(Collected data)
____________________

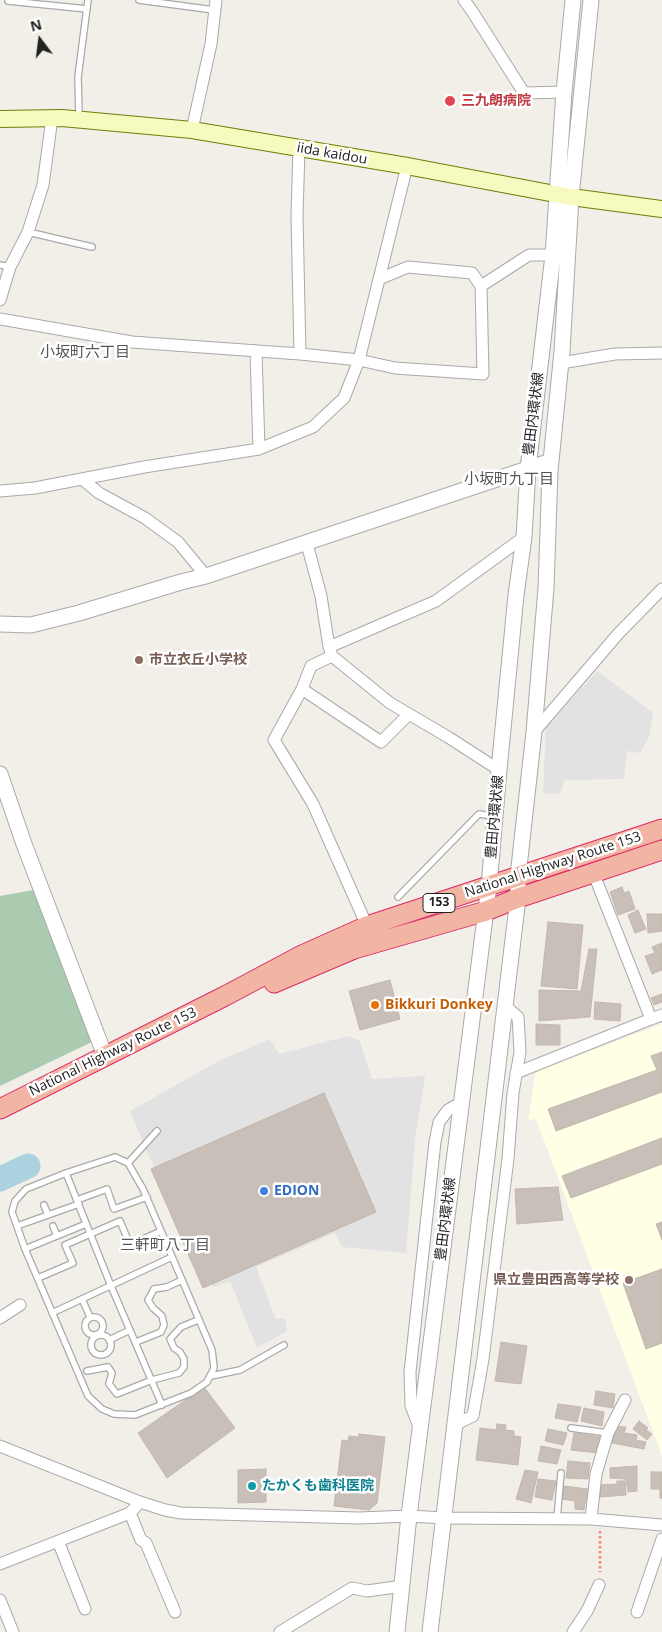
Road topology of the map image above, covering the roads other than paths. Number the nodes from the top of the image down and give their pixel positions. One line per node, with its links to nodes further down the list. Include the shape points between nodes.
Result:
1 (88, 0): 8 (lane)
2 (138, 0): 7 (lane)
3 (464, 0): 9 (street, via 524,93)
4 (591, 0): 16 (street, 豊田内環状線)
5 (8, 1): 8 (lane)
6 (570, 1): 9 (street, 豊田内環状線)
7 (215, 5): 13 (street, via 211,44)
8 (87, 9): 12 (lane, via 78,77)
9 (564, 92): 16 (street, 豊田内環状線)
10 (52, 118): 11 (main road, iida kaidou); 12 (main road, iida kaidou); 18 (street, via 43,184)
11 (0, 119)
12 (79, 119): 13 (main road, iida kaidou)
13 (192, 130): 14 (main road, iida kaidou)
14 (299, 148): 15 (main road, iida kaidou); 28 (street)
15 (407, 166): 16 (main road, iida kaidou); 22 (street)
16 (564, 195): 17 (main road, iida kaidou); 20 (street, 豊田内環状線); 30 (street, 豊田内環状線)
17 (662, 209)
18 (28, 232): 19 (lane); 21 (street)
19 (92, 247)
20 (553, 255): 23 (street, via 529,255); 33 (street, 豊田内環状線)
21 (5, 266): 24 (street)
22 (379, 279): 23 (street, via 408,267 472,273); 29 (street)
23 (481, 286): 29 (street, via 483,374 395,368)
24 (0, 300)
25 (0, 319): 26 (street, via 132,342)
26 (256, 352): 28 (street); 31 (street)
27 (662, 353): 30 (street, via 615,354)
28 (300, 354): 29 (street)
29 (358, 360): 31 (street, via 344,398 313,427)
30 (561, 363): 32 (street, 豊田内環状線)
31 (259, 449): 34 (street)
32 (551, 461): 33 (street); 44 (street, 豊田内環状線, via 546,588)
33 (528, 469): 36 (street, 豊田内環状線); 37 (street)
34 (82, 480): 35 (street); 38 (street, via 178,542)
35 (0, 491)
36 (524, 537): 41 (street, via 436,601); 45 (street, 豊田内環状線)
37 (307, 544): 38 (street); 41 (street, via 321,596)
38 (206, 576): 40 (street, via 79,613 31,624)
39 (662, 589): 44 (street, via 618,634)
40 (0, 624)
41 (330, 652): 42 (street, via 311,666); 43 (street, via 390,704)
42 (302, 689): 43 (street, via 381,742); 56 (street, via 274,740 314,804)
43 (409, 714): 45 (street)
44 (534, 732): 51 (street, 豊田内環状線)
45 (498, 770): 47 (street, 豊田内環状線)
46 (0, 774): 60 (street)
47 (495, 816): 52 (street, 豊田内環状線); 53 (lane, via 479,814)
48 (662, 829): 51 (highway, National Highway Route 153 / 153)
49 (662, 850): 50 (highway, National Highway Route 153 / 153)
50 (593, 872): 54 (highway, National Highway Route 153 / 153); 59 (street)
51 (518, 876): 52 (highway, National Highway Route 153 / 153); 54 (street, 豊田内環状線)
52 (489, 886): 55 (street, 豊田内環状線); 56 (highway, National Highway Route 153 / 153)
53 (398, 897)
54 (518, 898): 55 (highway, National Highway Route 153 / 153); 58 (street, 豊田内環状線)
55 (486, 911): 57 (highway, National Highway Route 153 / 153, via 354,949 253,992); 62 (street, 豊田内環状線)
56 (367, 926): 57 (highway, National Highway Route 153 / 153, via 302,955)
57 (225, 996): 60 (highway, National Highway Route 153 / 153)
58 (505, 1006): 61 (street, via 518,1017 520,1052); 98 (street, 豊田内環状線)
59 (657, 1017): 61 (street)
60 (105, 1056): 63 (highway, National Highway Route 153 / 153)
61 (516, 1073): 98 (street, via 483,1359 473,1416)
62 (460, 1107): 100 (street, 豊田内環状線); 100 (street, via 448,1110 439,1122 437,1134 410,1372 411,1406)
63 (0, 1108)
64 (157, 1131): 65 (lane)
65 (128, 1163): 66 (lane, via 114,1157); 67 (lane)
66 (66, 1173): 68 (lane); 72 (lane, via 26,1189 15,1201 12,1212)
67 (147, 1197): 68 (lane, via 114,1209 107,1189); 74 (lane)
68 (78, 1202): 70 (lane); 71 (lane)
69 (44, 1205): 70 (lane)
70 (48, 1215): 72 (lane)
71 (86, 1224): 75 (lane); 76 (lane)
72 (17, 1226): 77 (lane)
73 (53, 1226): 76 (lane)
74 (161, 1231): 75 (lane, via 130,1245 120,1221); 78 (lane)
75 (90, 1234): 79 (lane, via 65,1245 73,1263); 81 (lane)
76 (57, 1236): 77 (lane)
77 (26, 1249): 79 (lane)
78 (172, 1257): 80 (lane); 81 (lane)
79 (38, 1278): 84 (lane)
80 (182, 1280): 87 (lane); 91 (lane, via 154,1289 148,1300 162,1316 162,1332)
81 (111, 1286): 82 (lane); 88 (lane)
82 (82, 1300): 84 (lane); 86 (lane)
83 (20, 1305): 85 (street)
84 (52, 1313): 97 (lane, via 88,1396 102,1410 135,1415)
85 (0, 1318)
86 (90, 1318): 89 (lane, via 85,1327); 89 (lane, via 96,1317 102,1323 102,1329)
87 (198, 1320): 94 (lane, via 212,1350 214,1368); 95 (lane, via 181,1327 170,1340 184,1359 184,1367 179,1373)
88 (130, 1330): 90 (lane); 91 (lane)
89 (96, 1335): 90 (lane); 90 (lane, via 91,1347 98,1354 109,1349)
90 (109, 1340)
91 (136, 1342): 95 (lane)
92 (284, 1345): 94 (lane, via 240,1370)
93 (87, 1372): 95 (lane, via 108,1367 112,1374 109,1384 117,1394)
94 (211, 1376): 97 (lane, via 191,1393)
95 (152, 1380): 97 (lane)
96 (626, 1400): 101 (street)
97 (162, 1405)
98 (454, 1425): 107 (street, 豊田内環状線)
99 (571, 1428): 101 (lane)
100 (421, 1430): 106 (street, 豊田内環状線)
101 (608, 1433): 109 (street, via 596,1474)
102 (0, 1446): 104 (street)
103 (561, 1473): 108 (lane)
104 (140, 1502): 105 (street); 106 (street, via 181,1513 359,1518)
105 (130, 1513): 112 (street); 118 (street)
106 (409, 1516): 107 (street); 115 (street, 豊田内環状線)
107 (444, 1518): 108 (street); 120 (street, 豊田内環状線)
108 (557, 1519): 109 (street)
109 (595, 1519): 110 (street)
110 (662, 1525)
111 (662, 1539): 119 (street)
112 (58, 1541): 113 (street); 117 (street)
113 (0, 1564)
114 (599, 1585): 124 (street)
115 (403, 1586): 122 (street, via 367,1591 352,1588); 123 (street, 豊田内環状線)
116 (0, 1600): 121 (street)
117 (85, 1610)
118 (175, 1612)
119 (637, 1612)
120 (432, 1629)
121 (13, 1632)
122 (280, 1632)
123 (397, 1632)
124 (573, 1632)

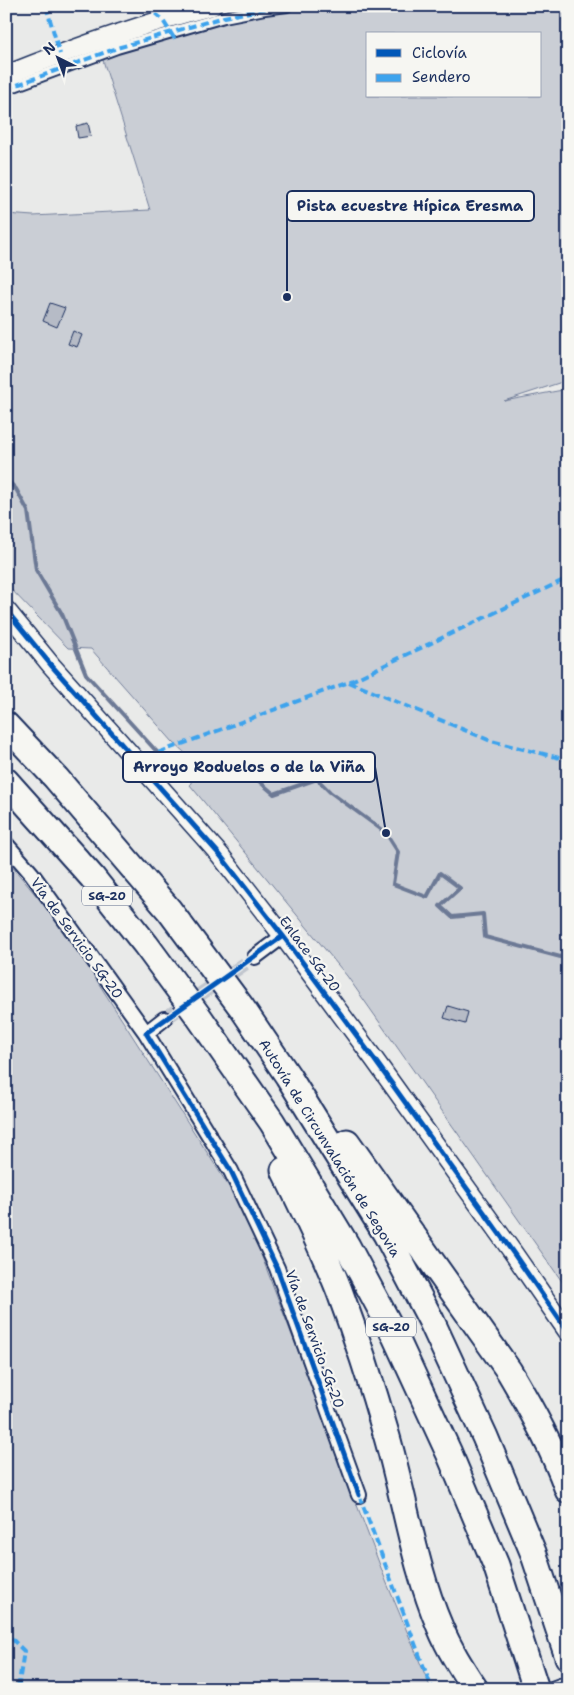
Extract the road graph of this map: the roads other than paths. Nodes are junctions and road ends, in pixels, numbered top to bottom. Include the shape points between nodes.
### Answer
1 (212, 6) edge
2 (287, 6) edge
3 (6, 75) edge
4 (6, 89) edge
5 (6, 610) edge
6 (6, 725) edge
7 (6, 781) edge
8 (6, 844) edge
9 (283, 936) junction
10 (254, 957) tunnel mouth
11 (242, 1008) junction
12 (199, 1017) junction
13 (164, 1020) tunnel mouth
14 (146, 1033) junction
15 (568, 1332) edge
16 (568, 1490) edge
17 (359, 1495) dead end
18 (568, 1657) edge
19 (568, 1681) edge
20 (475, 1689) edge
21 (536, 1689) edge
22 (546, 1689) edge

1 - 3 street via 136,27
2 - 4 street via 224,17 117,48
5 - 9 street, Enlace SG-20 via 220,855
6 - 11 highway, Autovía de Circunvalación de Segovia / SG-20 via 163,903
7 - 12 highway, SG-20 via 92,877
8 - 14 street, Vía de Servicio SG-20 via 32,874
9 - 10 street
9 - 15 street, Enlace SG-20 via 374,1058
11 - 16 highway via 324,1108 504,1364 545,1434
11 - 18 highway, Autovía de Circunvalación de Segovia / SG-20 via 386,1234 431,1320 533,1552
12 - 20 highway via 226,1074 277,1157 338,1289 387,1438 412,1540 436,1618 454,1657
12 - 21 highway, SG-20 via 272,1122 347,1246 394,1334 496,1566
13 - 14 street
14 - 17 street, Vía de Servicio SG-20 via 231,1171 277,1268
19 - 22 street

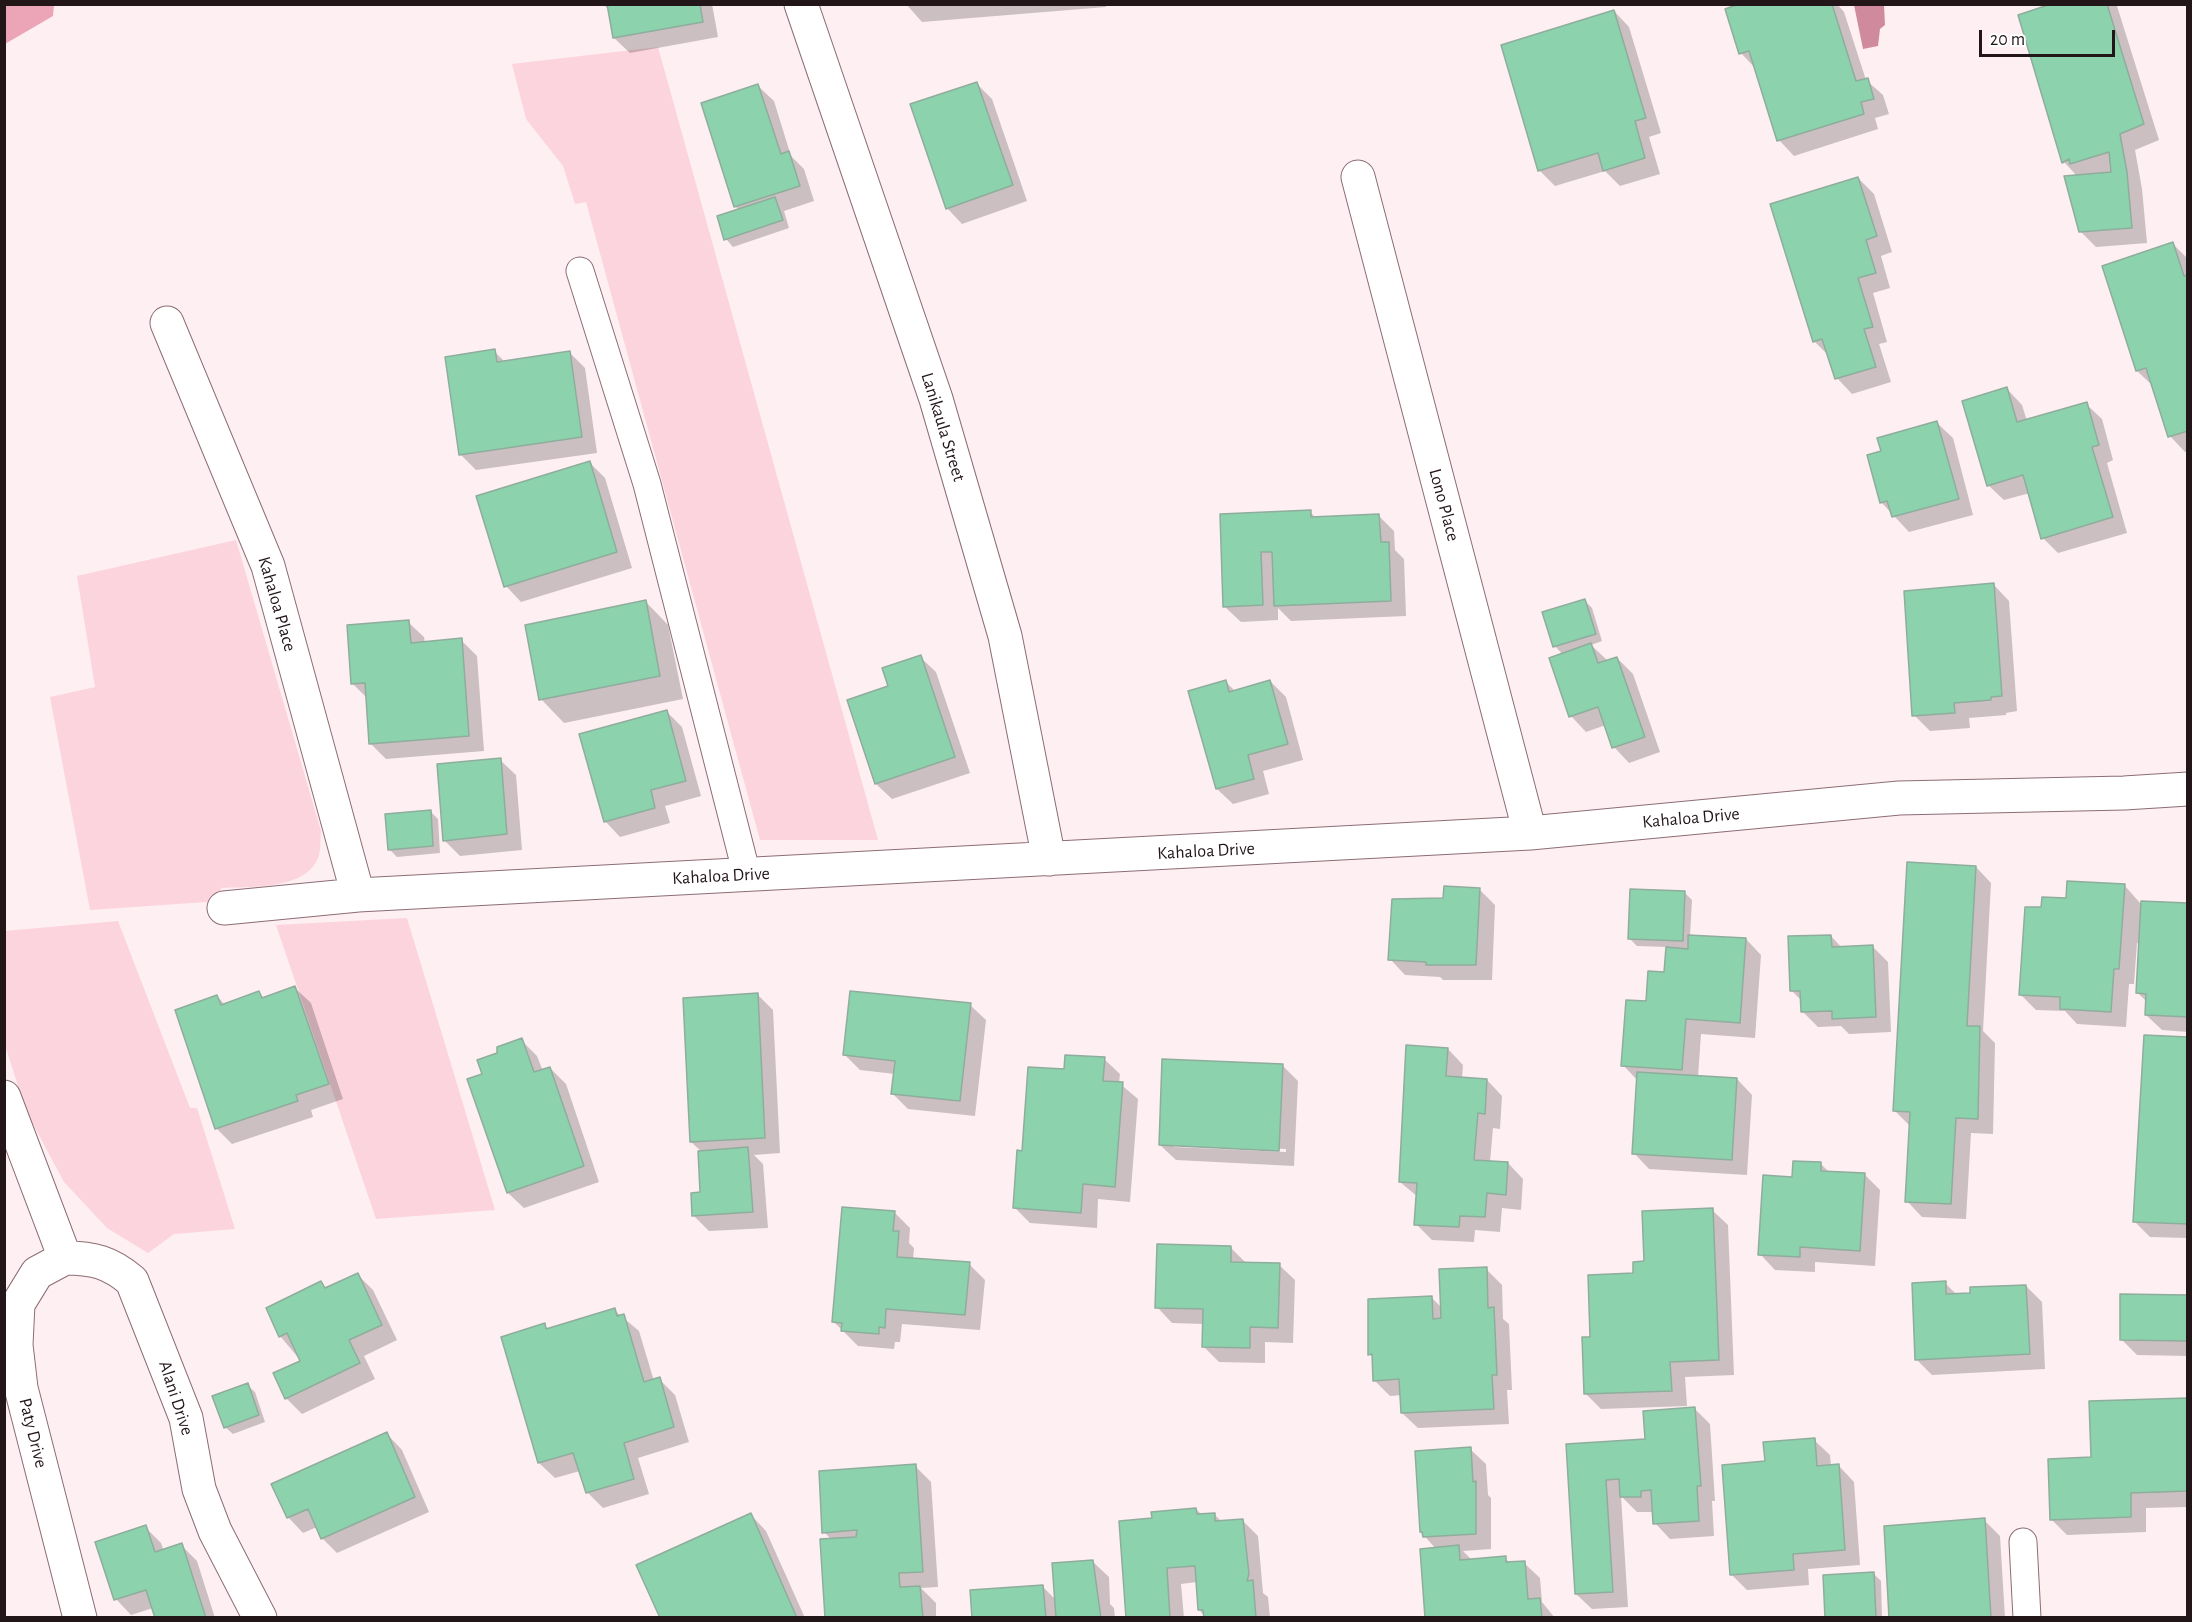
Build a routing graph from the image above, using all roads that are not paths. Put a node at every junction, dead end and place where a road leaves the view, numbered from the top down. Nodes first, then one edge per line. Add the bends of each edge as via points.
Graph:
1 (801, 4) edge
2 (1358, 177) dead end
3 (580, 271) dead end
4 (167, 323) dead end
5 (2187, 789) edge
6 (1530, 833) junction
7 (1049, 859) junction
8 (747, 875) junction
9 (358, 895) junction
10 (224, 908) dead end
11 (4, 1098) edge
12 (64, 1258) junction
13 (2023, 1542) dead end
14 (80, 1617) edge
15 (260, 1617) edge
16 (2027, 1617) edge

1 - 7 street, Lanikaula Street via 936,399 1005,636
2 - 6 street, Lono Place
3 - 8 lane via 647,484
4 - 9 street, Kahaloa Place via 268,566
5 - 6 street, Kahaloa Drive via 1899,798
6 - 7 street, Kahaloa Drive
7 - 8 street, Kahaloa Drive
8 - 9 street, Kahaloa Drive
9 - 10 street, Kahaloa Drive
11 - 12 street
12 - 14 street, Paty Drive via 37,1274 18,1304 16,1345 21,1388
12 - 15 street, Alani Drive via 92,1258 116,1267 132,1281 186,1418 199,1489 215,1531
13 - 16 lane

____________________

→ **PROBLEM TO WORK ON**
Find each line of the data above that holds the word "paths", then copy it.

→ **COMPLETED EXERCISE**
Road topology of the map image above, covering the roads other than paths. Number the nodes from the top of the image down and give their pixel positions. One line per node, with its links to nodes further down the list. Include the shape points between nodes.
Extract the road graph of this map: the roads other than paths. Nodes are junctions and road ends, in pixels, numbered top to bottom. Include the shape points between nodes.
Build a routing graph from the image above, using all roads that are not paths. Put a node at every junction, dead end and place where a road leaves the view, numbered from the top down. Nodes first, then one edge per line. Add the bends of each edge as via points.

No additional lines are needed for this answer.